[What you have to do] Transcription task. Write out each entry verbatim and exclude any image.

━━━ Source records ━━━

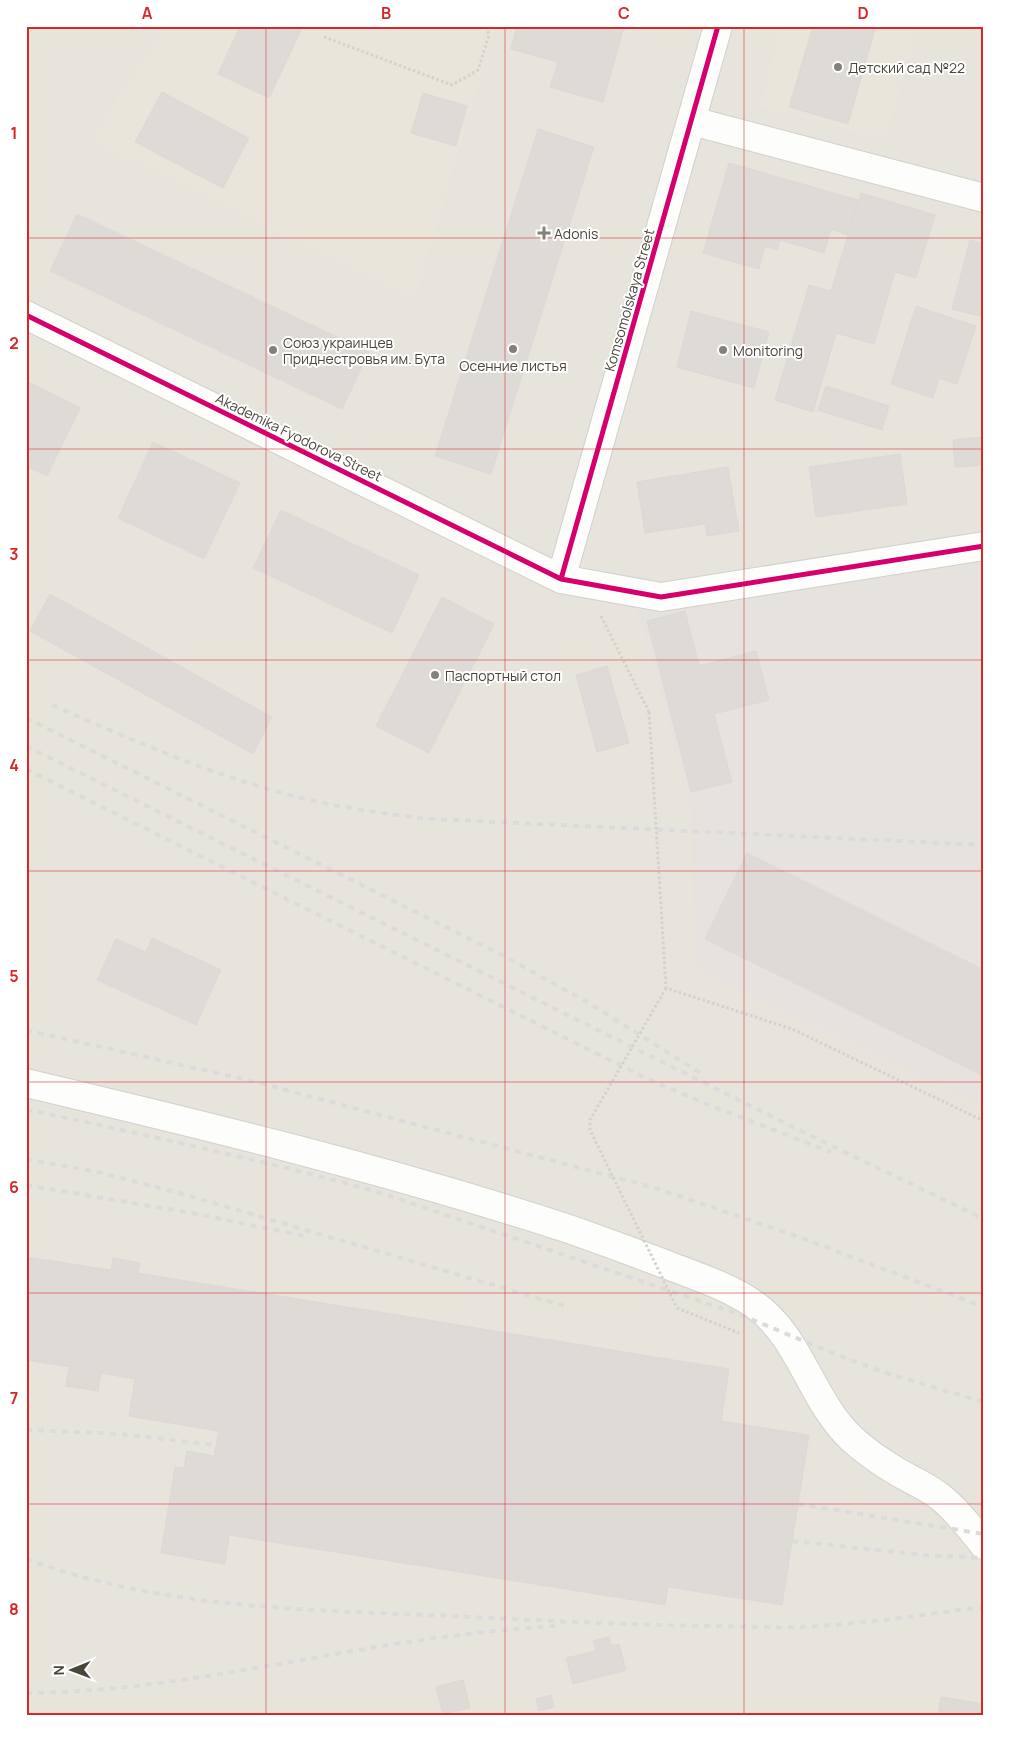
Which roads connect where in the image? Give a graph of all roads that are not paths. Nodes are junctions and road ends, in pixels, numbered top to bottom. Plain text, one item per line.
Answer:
1 (718, 26) edge
2 (692, 121) junction
3 (984, 198) edge
4 (26, 315) edge
5 (984, 546) edge
6 (573, 581) junction
7 (26, 1083) edge
8 (984, 1545) edge

1 - 2 street, Komsomolskaya Street
2 - 3 street
2 - 6 street, Komsomolskaya Street
4 - 6 street, Akademika Fyodorova Street
5 - 6 street, Akademika Fyodorova Street
7 - 8 street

━━━

[Solved problem]
Which roads connect where in the image? Give a graph of all roads that are not paths. Nodes are junctions and road ends, in pixels, numbered top to bottom. Plain text, one item per line.
Answer:
1 (718, 26) edge
2 (692, 121) junction
3 (984, 198) edge
4 (26, 315) edge
5 (984, 546) edge
6 (573, 581) junction
7 (26, 1083) edge
8 (984, 1545) edge

1 - 2 street, Komsomolskaya Street
2 - 3 street
2 - 6 street, Komsomolskaya Street
4 - 6 street, Akademika Fyodorova Street
5 - 6 street, Akademika Fyodorova Street
7 - 8 street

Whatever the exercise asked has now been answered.